Leaving the Pacific Northwest and Seattle, the place that was home for twenty five years – twenty five years – does not feel like failure. Instead it feels like doing the right thing for my child. It feels like exhaling for the first time in nearly eight years, since my son’s diagnosis of cortical visual impairment (CVI).
Leaving was not an easy decision. Leaving was not a hasty decision. For a long time, the idea of leaving itself felt like failure. Failing my son, failing to get his needs met, failure as a parent.
How many of us parents can raise our hands high and confidently say that the we get the educational needs met for our child with CVI? I can’t. Too many of us cannot.
This past year, CVI parents have pulled their children from the public education system, taking education into their own homes, because schools are failing our kids with CVI. Other families moved across states, usually to New England, in search of a better education for children who are well into their educational careers but have yet to find a CVI appropriate educational setting. Our own move was 3,000 miles away. Not to be outdone, another family made the 8,000 mile move from South Africa to The Netherlands. So far, with good results. CVI parents go to great lengths for their kids.
The reality is that leaving Seattle for Connecticut does not feel like failure-it feels like empowerment.
The last school year was a failure. Sitting in countless IEP meetings, with a special education attorney, and easily outnumbered by a dozen school team members and administrators sitting around the table. Still not listening, still not getting my son’s needs met and into the IEP (for needs read: CVI accommodations based on CVI Range assessment). Leaving does not feel like failure. Leaving feels like taking control of a situation that made me feel powerless when it came to my child’s eduation, his progress, and his future.
IEPs are hard, hard, hard. “Getting needs met” does not mean that a parent’s IEP Wish List is fulfilled. Parents, particularly parents of children with disabilities, are not naive. “Getting needs met” is about his cortical visual impairment. Meeting the needs of his CVI is not negotiable. His CVI accommodations are not negotiable. His CVI modifications are not negotiable. CVI team training is not negotiable. Having a TVI with Phase III CVI expertise is not negotiable. Because when we are talking about my child’s cortical visual impairment, we are talking about his access to the curriculum, his access to learning, his access to his environment. Christine Roman describes CVI as a disability of “visual access.” Visual access is where education begins. Without visual access, learning does not happen. Education does not happen. Progress does not happen. Without visual access, FAPE does not happen.

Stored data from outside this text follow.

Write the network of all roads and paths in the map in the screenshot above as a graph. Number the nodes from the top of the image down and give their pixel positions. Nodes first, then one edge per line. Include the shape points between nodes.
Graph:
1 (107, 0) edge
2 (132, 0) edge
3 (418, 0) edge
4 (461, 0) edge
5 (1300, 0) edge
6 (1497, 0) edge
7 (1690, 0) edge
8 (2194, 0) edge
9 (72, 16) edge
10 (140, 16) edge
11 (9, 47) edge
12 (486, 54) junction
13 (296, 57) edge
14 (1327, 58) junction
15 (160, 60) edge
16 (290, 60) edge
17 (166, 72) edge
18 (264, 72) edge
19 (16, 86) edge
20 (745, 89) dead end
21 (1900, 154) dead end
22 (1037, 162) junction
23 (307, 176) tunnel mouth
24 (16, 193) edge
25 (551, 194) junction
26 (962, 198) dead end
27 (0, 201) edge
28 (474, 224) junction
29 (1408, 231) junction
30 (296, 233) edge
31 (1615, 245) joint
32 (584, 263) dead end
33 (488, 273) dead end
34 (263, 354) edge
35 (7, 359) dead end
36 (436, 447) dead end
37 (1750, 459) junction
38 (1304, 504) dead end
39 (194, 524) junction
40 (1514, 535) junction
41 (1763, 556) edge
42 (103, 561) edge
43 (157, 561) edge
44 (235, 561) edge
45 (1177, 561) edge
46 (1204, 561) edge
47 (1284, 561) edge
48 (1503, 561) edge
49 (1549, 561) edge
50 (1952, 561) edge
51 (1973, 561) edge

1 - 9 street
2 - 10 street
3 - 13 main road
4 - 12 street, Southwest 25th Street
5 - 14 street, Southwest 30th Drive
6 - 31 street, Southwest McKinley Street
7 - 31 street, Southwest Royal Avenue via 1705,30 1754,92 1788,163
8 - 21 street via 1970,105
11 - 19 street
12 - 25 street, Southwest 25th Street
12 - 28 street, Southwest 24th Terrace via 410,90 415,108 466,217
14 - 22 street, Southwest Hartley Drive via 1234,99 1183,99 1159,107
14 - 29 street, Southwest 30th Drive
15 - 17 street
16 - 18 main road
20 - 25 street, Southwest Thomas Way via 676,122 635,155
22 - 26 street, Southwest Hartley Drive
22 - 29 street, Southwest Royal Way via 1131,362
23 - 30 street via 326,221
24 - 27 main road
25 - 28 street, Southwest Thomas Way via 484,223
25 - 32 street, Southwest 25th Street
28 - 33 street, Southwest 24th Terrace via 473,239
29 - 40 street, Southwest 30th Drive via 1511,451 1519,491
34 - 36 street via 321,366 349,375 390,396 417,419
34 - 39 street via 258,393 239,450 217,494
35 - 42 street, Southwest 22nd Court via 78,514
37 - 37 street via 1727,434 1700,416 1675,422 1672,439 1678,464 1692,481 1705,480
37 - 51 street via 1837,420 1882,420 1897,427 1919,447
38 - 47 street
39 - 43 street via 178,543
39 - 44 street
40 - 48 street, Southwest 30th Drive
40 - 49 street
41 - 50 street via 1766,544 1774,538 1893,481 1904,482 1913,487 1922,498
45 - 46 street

When it comes to educating children with CVI, parents have come to believe that having a teacher of the visually impaired who is “willing to learn” is enough, as if “willing to learn” is the most that parents can hope for, as if “willing to learn” is the best we can do for students with cortical visual impairment. Why do we view our students with CVI this way, as if they are only worthy of “crumbs,” as a TVI friend put it? Think about this – if you needed heart surgery, would you settle for a surgeon who was “willing to learn” the procedure? Of course you wouldn’t. You would find somebody who was an expert at that procedure and knew exactly what they were doing. You would find somebody who could perform that surgery blindfolded.
To all parents, I want to say, do not wait seven and a half years.

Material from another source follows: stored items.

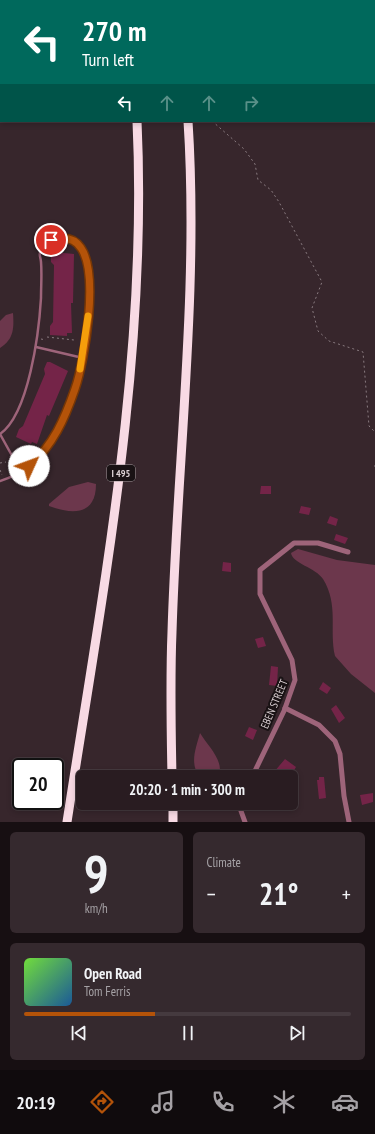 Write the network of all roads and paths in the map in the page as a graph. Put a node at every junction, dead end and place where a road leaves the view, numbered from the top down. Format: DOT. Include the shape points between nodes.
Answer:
graph roads {
  1 [pos="137,122"];
  2 [pos="188,122"];
  3 [pos="213,122"];
  4 [pos="45,251"];
  5 [pos="50,254"];
  6 [pos="47,337"];
  7 [pos="40,339"];
  8 [pos="46,340"];
  9 [pos="74,340"];
  10 [pos="36,348"];
  11 [pos="83,358"];
  12 [pos="375,432"];
  13 [pos="0,434"];
  14 [pos="6,462"];
  15 [pos="0,463"];
  16 [pos="375,465"];
  17 [pos="375,468"];
  18 [pos="0,470"];
  19 [pos="20,472"];
  20 [pos="3,476"];
  21 [pos="0,481"];
  22 [pos="348,552"];
  23 [pos="285,708"];
  24 [pos="172,770"];
  25 [pos="255,770"];
  26 [pos="173,810"];
  27 [pos="241,810"];
  28 [pos="67,822"];
  29 [pos="174,822"];
  30 [pos="245,822"];
  31 [pos="349,822"];
  1 -- 28 [label="highway, I 495" via="137,271 128,407 106,580"];
  2 -- 24 [label="highway" via="189,268 172,631"];
  3 -- 12 [label="path" via="244,149 255,164 258,180 271,190 279,202 322,282 312,308 318,331 329,341 364,352 370,426"];
  4 -- 5 [label="path"];
  6 -- 9 [label="path"];
  7 -- 8 [label="path"];
  10 -- 11 [label="lane"];
  10 -- 11 [label="lane" via="41,297 40,253 44,245 51,240 67,238 81,248 88,280 87,331"];
  10 -- 13 [label="lane" via="18,407 6,430"];
  11 -- 19 [label="lane" via="76,388 55,436 40,456"];
  13 -- 19 [label="lane"];
  14 -- 15 [label="path"];
  16 -- 17 [label="path"];
  18 -- 20 [label="path"];
  19 -- 21 [label="lane"];
  22 -- 23 [label="street, EBEN STREET" via="318,543 294,543 260,570 260,594 286,643 294,667 294,686"];
  23 -- 25 [label="street, EBEN STREET"];
  23 -- 31 [label="street" via="319,725 335,741 340,754"];
  26 -- 29 [label="highway"];
  27 -- 30 [label="street"];
}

Moving across the country has been a constant learning experience. Learning more about my son. Learning even more about the impact of his Phase III CVI and specific CVI characteristics. Learning why placing a dish towel on the refrigerator door in our new, empty home when he is not expecting it, is a violation of his space and he may respond accordingly. Learning about the importance of how we teach educational teams about CVI. Learning about the importance of the language we use when we describe cortical visual impairment to new providers. Learning to see CVI in every behavior. Learning about the importance of trust, anticipatory and radio language. Learning to start over (one more time). Trading sensory diets and sensory break schedules for appropriate CVI accommodations.
As Christine Roman put it, hold onto “everything that you know is true” about your child with CVI.